SB: A Anbima (Associação Brasileira das Entidades dos Mercados Financeiros e de Capitais) está elaborando uma proposta de nova regulação que será submetida à Comissão de Valores Mobiliários (CVM) sobre investidores qualificados. A ideia da Anbima é aperfeiçoar o suitability (análise de perfil do investidor) em vez de usar o critério de patrimônio para permitir o acesso a certas aplicações como ativos estrangeiros. Qual é a sua avaliação? 

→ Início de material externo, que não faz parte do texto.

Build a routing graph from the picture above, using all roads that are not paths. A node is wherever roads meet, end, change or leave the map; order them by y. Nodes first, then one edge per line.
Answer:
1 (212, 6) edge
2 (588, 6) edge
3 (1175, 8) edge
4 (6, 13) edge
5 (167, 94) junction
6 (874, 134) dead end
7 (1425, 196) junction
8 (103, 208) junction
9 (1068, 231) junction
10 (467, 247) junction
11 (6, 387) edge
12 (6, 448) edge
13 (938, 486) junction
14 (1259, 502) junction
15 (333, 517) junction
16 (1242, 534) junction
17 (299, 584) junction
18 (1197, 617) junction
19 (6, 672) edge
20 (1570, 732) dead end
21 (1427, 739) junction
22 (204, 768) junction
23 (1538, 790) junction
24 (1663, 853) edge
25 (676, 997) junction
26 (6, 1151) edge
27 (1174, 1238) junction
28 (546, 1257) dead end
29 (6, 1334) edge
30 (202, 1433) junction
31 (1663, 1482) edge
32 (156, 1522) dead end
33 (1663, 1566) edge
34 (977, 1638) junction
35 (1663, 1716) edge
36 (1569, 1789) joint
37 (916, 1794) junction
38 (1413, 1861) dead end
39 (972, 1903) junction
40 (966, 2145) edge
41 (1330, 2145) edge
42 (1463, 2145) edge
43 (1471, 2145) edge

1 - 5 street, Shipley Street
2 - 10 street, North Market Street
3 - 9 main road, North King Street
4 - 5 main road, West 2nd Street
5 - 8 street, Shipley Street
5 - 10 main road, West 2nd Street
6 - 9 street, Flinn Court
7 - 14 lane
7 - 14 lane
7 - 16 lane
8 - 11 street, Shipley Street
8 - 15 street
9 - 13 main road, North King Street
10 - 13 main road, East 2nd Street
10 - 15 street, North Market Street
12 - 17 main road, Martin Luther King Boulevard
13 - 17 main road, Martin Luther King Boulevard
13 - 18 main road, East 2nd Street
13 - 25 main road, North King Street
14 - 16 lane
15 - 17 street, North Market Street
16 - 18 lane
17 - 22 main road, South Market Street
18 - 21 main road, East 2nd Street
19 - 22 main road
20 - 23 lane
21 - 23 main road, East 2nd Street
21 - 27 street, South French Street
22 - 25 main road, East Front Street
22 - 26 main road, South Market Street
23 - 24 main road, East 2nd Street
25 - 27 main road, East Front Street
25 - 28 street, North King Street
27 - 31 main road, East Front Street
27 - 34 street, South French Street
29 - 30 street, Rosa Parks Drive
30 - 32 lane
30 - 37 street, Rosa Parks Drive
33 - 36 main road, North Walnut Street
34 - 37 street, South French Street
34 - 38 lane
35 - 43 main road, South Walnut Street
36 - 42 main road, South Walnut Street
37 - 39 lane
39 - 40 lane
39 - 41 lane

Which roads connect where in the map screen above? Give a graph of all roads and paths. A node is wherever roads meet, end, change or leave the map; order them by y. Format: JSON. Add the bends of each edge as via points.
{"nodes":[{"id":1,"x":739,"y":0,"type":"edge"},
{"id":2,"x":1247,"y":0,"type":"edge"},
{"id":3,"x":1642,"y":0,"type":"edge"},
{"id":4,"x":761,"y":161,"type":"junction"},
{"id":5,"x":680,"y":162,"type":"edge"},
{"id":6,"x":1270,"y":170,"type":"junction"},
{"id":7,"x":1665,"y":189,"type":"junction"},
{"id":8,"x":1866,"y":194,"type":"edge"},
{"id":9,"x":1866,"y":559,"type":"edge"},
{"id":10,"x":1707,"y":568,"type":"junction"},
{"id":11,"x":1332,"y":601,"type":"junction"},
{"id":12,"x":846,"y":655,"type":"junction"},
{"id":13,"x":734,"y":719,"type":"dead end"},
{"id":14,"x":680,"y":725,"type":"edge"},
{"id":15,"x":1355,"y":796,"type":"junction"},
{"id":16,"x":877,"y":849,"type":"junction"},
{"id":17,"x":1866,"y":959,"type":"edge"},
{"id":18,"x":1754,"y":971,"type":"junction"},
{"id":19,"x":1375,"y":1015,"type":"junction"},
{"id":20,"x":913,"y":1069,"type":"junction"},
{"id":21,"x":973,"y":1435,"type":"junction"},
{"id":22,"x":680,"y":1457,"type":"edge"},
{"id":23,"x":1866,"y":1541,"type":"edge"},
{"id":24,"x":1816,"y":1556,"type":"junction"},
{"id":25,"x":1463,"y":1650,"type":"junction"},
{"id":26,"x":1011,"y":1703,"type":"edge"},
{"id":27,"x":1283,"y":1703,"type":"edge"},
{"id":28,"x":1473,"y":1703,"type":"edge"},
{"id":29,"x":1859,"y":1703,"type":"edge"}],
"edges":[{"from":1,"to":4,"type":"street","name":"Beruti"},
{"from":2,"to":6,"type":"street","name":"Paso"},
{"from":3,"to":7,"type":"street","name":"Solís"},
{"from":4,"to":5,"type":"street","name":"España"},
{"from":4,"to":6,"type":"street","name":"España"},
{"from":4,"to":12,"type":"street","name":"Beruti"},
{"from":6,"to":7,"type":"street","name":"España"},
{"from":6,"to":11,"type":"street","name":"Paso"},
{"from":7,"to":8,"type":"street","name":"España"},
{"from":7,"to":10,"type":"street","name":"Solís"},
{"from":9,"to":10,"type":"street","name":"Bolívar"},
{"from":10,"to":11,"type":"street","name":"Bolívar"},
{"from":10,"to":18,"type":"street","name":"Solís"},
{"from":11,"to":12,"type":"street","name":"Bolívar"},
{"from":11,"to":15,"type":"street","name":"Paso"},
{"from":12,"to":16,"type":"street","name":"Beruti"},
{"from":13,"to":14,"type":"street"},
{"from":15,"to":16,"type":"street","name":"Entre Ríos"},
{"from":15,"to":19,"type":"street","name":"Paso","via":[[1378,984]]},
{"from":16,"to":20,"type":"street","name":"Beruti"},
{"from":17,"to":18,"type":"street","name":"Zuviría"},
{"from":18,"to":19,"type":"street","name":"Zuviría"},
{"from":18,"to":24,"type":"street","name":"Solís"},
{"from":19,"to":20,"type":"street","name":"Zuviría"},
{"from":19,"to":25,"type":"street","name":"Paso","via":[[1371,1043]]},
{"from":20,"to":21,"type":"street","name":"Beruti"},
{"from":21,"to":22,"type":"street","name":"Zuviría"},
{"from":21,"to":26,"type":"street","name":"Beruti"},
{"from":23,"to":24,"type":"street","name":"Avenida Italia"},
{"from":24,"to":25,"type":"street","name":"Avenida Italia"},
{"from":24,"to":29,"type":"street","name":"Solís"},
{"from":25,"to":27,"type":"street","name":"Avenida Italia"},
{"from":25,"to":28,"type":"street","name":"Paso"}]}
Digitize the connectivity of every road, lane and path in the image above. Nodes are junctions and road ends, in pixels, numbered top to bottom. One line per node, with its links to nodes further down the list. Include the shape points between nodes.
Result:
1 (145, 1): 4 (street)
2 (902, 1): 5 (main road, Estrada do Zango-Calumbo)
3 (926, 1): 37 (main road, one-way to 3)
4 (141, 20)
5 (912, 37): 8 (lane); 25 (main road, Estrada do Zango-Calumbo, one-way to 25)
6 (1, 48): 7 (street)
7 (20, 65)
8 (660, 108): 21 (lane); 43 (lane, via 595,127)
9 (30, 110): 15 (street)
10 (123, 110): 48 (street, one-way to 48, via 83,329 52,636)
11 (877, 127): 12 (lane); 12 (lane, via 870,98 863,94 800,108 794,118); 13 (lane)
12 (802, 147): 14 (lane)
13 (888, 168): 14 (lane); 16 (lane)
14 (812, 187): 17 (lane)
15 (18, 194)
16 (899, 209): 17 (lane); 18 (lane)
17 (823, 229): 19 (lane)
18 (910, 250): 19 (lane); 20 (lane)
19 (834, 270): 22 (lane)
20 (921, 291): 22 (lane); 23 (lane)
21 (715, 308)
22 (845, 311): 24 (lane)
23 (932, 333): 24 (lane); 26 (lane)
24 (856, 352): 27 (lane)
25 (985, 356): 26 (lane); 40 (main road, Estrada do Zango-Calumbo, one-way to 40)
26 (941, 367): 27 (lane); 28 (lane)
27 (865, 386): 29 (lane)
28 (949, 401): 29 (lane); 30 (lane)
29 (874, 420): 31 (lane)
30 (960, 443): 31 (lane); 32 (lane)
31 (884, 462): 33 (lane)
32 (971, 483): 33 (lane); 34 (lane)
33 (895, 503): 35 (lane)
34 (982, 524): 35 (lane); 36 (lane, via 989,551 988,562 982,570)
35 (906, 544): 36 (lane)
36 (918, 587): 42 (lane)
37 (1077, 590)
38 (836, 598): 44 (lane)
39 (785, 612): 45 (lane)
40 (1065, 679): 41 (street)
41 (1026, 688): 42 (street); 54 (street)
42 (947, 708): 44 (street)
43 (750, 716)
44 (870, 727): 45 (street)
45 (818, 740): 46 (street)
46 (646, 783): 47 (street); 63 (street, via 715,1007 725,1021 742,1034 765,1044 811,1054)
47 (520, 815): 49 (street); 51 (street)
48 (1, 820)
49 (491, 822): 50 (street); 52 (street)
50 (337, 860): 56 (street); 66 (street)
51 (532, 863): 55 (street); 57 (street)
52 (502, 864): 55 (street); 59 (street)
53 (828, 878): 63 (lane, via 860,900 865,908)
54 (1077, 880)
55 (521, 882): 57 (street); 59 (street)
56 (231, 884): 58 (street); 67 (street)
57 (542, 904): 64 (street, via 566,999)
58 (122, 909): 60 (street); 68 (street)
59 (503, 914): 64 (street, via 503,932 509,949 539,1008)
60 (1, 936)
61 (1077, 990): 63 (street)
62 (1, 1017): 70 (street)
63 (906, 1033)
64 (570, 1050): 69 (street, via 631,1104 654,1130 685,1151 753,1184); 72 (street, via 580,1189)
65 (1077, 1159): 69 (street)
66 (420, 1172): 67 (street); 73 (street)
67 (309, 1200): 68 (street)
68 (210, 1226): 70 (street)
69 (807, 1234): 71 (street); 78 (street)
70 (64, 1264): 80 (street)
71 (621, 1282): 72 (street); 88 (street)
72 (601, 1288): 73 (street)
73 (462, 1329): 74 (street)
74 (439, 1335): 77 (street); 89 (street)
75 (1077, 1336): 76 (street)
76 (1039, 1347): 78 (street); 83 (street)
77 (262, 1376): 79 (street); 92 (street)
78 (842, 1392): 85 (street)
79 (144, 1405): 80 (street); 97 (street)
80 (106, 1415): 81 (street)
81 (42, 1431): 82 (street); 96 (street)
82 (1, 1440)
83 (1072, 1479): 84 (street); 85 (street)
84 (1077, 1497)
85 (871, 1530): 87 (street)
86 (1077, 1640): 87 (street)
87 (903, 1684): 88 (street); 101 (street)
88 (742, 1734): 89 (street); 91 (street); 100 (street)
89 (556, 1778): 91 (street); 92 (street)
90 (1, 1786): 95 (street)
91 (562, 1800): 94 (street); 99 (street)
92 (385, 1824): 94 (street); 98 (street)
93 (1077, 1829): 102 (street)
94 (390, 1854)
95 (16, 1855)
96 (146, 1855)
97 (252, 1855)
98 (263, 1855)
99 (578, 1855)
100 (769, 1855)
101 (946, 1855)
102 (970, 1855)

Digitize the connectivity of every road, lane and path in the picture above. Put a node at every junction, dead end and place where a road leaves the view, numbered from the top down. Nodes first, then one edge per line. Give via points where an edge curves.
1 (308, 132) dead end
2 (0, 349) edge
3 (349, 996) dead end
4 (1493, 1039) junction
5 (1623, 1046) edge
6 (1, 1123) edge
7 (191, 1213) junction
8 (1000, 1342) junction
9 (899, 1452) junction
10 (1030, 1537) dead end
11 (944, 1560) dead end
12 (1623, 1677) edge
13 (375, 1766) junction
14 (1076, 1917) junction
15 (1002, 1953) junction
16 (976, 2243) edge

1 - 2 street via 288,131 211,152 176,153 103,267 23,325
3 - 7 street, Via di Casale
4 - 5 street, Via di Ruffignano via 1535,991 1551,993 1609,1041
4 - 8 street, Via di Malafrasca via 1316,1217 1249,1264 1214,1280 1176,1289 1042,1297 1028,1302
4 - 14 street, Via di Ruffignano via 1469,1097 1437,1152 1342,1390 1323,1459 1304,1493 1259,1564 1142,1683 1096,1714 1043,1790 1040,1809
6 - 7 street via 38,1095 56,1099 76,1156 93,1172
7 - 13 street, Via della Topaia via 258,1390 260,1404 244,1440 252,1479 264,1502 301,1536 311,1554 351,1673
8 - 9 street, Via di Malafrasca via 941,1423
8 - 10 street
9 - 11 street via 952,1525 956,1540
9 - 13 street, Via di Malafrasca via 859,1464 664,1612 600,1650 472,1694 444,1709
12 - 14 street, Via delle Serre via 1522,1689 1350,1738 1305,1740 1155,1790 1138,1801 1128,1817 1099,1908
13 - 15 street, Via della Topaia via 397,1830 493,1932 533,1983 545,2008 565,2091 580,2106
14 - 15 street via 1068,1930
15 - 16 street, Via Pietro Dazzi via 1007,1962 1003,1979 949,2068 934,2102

Gustavo Aranha: Eu acho que carimbar o investidor mais rico como o mais experiente é uma medida fácil e muito errada. É fácil porque apenas vê quanto ele possui e, errada, pois obviamente o elevado patrimônio está longe de ser o melhor parâmetro para dizer se é ou não é preparado. Então, eu concordo com a linha que a Anbima está seguindo de usar o suitability mais profundo e preciso para que o perfil do investidor apareça de verdade. O Carlos Ambrósio, presidente da Anbima, também está olhando para os ativos internacionais de forma mais isenta, no sentido de não carimbar tudo o que não é Brasil como arriscado. Quando a legislação diz que investir fora do Brasil é exclusivamente para investidores qualificados, passa a mensagem subliminar de que é perigoso. E eu discordo porque as vantagens são a alta liquidez, a diversificação e a melhora da relação entre risco e retorno. Já tivemos reunião na CVM sobre esses temas e somos muito a favor dessa agenda que a Anbima está tentando emplacar. 

 

SB: A tendência é ter mais concorrentes no segmento de fundos globais no Brasil. Já vemos alguns grupos nacionais e estrangeiros se movimentando para oferecer novos produtos. Como você vê esse movimento?

Gustavo Aranha: Na minha opinião, o fato de só a GEO estar até hoje 100% focada em ações globais mostra o quanto essa agenda estava fora de moda. Mas sempre tivemos muita convicção nesse segmento e, como eu disse, agora o palco está aumentando e ficando mais iluminado, então cresce a chance de gestoras não brasileiras virem aqui e mostrarem seus fundos, estilos e processos de investimentos para os brasileiros. É uma disfunção a GEO ser a única, mas acho que está bem posicionada e que pode competir com qualquer outra do mundo. O movimento de mais gestoras vindo aqui é benéfico, traz maior visibilidade e aumenta o interesse das pessoas investirem globalmente.